I have always been a little unclear as to what is meant by the term “shoulder rotation.” I have always thought it referred to the degree to which the upper arms extended away from the body. Quite obviously I don’t understand. I used to be more of a wide grip/arms flared bencher, until I read some of Dave Tate’s articles. Now, I bench with a narrower grip with my elbows tucked in, but this hasn’t had any impact on the degree of pain I’m experiencing, and if anything, has reduced my strength (although that might just be the pain). I’m probably going to piss a lot of people off when I say this but I think a lot of the West Side powerlifting tricks only apply to barrel chested men with very short arms packed into bench shirts and have very limited applications for recreational bodybuilders or athletes in other sports besides powerlifting. Of course this is no secret, since I think Tate said something like this in one of his articles. Although, maybe they’re right and I’m still doing something incorrectly, causing my shoulders to be out of position. I don’t know what it could be though, my external rotators aren’t weak.

Maybe I'll try and lay off the flat bench for a while and see if the inflamation resolves, but meantime if anyone can define "shoulder rotation" for me and illustrate how to prevent it I'd be grateful.

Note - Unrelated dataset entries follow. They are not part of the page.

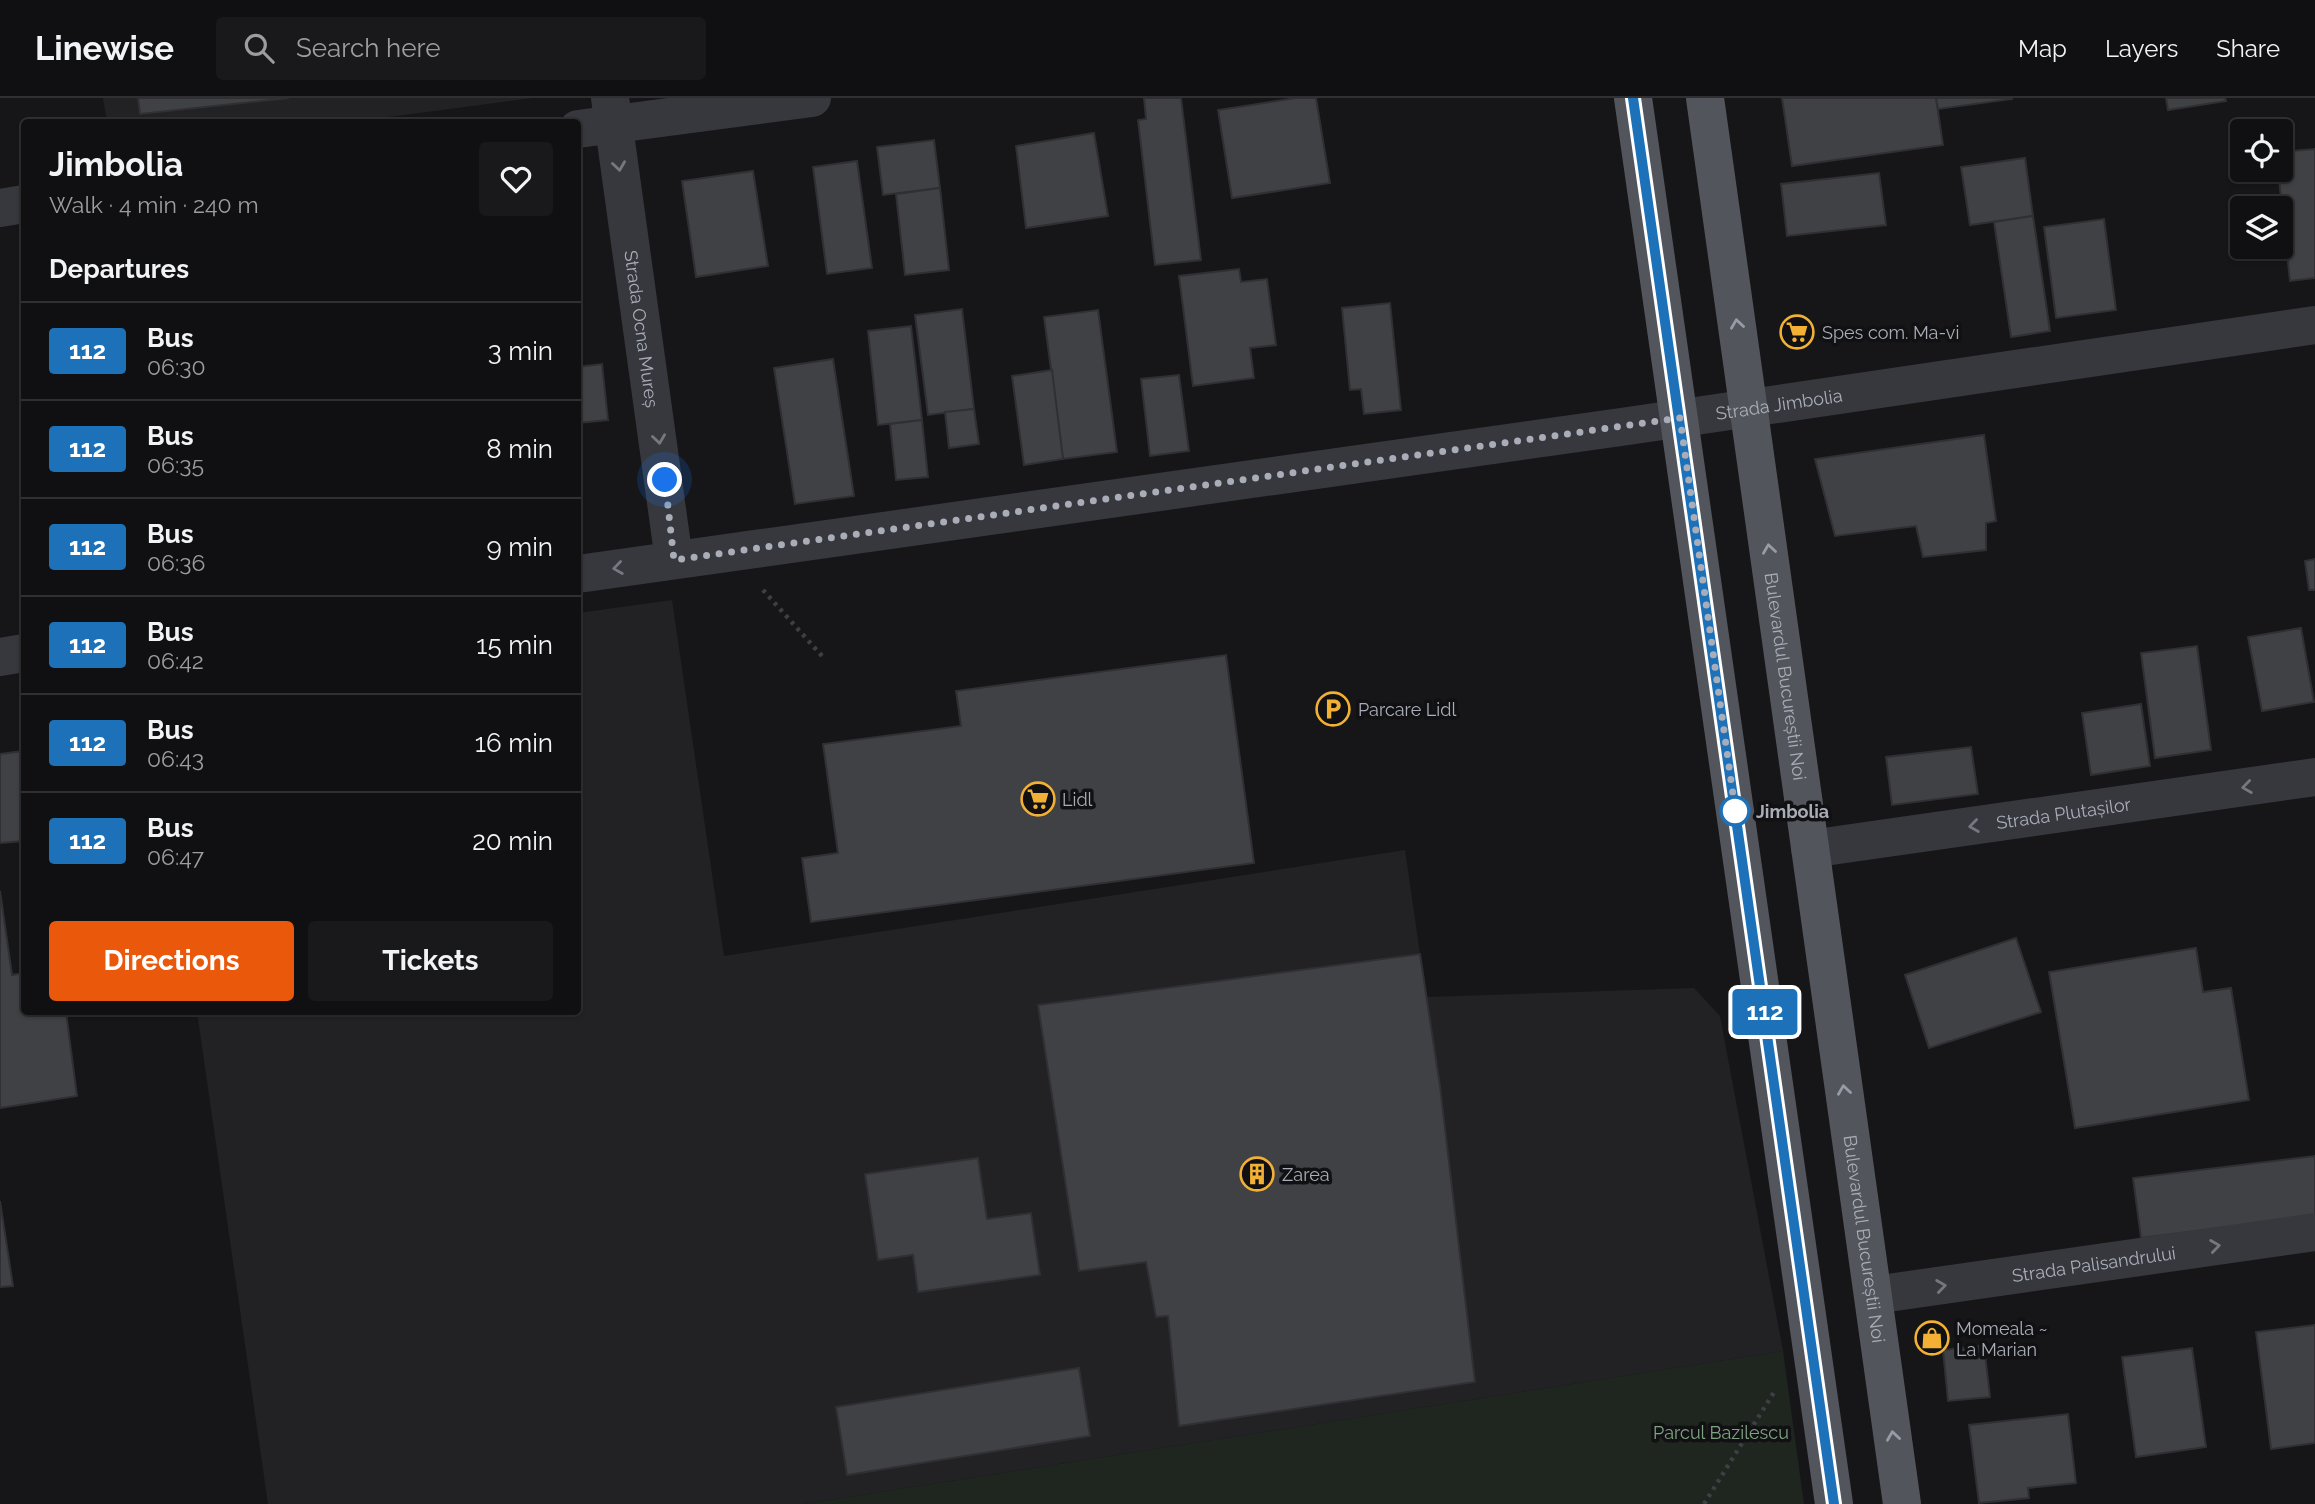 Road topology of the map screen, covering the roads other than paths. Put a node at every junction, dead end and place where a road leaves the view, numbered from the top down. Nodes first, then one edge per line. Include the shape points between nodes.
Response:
1 (812, 98) edge
2 (1633, 98) edge
3 (1706, 98) edge
4 (600, 117) edge
5 (21, 204) edge
6 (0, 208) edge
7 (2315, 325) edge
8 (1749, 406) junction
9 (1680, 418) junction
10 (674, 560) junction
11 (581, 574) edge
12 (21, 654) edge
13 (0, 657) edge
14 (2315, 778) edge
15 (1810, 849) junction
16 (2315, 1231) edge
17 (1874, 1295) junction
18 (1834, 1504) edge
19 (1902, 1504) edge

1 - 4 street
2 - 9 main road
8 -> 3 main road, Bulevardul Bucureștii Noi
4 -> 10 street, Strada Ocna Mureș
5 - 6 street
7 - 8 street, Strada Jimbolia
8 - 9 street, Strada Jimbolia
15 -> 8 main road, Bulevardul Bucureștii Noi
9 - 10 street, Strada Jimbolia
9 - 18 main road
10 -> 11 street, Strada Jimbolia
12 - 13 street
14 -> 15 street, Strada Plutașilor
17 -> 15 main road, Bulevardul Bucureștii Noi
17 -> 16 street, Strada Palisandrului
19 -> 17 main road, Bulevardul Bucureștii Noi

i am amazed at people’s misconceptions about powerlifting. (1) straight line pressing causes less shoulder rotation that j pressing. if you shoulders are wrecked, its still going to hurt. shoulder rotation is simply how much your shoulder rotates. (2) you bench with a narrower grip to work your tricep more. when you compete, you bench as wide as you can. just about everyone is weaker when they close grip compared to a wider grip. (3) powerlifting workouts, and west side style workouts do work for people with long arms and small chests. why wouldn’t they?

Pete, we all have more or less anatomical advantage when it comes to benching, squatting, deadlifting, and the Olympic lifts. The shorter the limb, the less distance the bar has to travel. This doesn’t mean that the bench press is inherently unsafe for some people, although Paul Chek’s article “Big Bench, Bad Shoulders,” makes a case for full range benches as detrimental to shoulder integrity…

Certainly people have certain misconceptions about powerlifting.
However, if excessive shoulder rotation is what is causing someone pain then straight-line pressing will help this.
You certainly use a wide grip in competition to decrease the distance the bar must be moved. A close grip will not necessarily lead to less shoulder rotation, but “pulling the bar apart” will force you to tuck your elbows which will lead to less shoulder rotation.
Westside and powerlifting workout will work for everyone as long as they focus on a person’s weaknesses.

I used to have a similar problem because I have such a small frame. It was suggested to me to warm up my rotator cuff before lifting. I now do this before any upper body workout and Im ok now. Take a really light dumbell and put your arm straight out(like an airplane). Now bending your elbow bring it into your pec. This is the starting position. Swing the dumbell in a circular motion backward almost, you should almost feel the back of the shoulder contracting. I do 3 sets of 10 with each arm with like 10 pd weights.

of course short limbed people have mechanical advantages in the powerlifting. but it is absurd to say "I’m probably going to piss a lot of people off when I say this but I think a lot of the West Side powerlifting tricks only apply to barrel chested men with very short arms packed into bench shirts and have very limited applications for recreational bodybuilders or athletes in other sports besides powerlifting. " louie simmons has been training atheletes such as football players for years using his methods. and they all get stronger. don’t tell me that they all had barrel chests, short arms, and wore bench shirts on the football field.